Saturday, February 09, 2013


Once a year, Roger has to venture up to Salt Lake City to take around fliers for a BYU library book collecting conference to some of the independent bookstores. It's a tough job, I know.

Since my dad is in town, we decided to kill two birds with one stone (or, as my sister prefers to say, feed two birds with one hand) and left him with Jack so we could spend the night in a downtown hotel. That gave us plenty of time for some leisurely browsing at several of our favorite stores.

People often ask me what I'm reading or whether I've read any good books lately. When we had our bookstore, I made a point of reading lots of books that other people would enjoy so I'd have lots of books in mind to recommend. Now I pretty much just read what speaks to me or that connects to something going on in my life, so I'm never really sure how to answer those questions anymore.

Here's what I picked up last night:

Finding Beauty in a Broken World by Terry Tempest Williams. I'm going to a writing workshop she's leading next week. I remember being intrigued by this book when it first came out and I heard her on the interview circuit. "Shards of glass can cut and wound or magnify a vision," she writes. "Mosaic celebrates brokenness and the beauty of being brought together." I rationalized buying it because I love the way she writes and so I can have something for her to sign when I see her. Oh, and also because it begins in Ravenna, Italy.

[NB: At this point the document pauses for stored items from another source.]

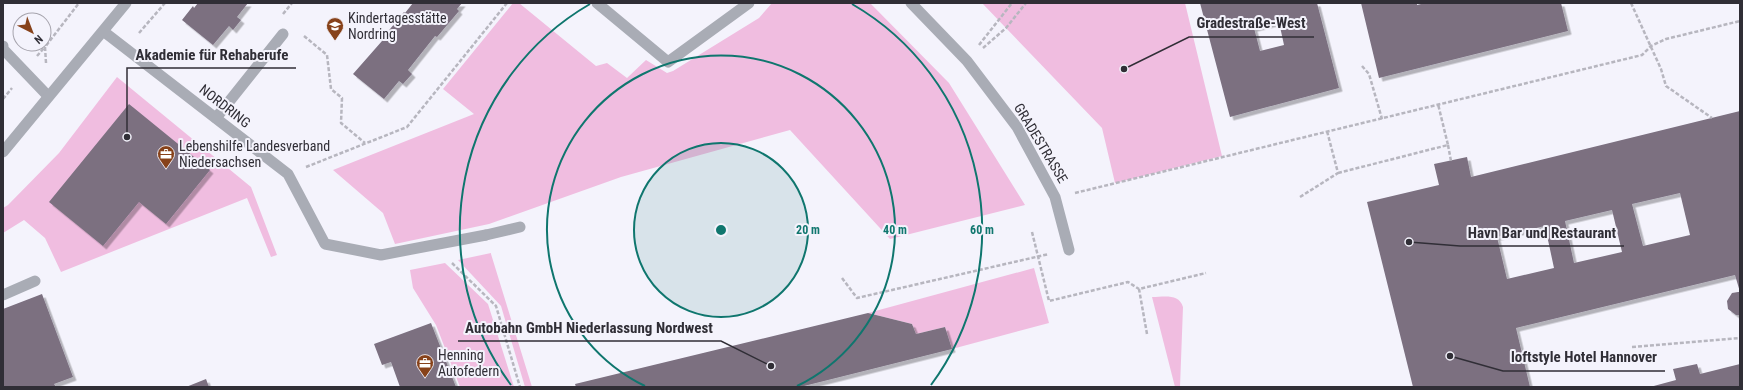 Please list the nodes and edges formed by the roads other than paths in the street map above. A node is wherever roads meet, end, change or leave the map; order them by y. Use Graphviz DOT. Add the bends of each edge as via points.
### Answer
graph roads {
  1 [pos="126,3"];
  2 [pos="597,3"];
  3 [pos="749,3"];
  4 [pos="911,3"];
  5 [pos="103,30"];
  6 [pos="283,34"];
  7 [pos="3,48"];
  8 [pos="48,96"];
  9 [pos="216,118"];
  10 [pos="3,152"];
  11 [pos="520,227"];
  12 [pos="1069,250"];
  13 [pos="35,281"];
  14 [pos="3,295"];
  1 -- 5 [label="street"];
  2 -- 3 [label="street" via="668,62"];
  4 -- 12 [label="street, GRADESTRASSE" via="967,61 1017,126 1055,197"];
  5 -- 8 [label="street"];
  5 -- 9 [label="street, NORDRING"];
  6 -- 9 [label="street"];
  7 -- 8 [label="street"];
  8 -- 10 [label="street"];
  9 -- 11 [label="street, NORDRING" via="288,174 326,244 380,255"];
  13 -- 14 [label="street"];
}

A Place of My Own: The Architecture of Daydreams by Michael Pollan. It's a memoir about building a small cabin with his own hands on his Connecticut property. He used it as a writing space. I love books that weave threads of seemingly disconnected ideas--especially ideas that enthrall me like how we humans are affected and inspired by well designed buildings. I rationalized buying it because I know exactly who I will pass it on to when I've finished reading it.

A used copy of a book published in 1978 called A Guided Pilgrimage: Literary Places, in which author John Deedy has "set out to provide a guide, with biography and some critique, to people and places in the state of New York and the New England states where persons might commune with the spirits of those who helped create an American literature, or, in the cases of some, a literature that America shares by reading." I rationalized buying it because it jumped off the shelf and reminded me of an idea I've been nurturing for a writing project that involves reading books and traveling to where they were written. Communing with the spirits. And maybe dragging Jack into the project in the guise of educating him. If I don't run out of years before he's grown up that is.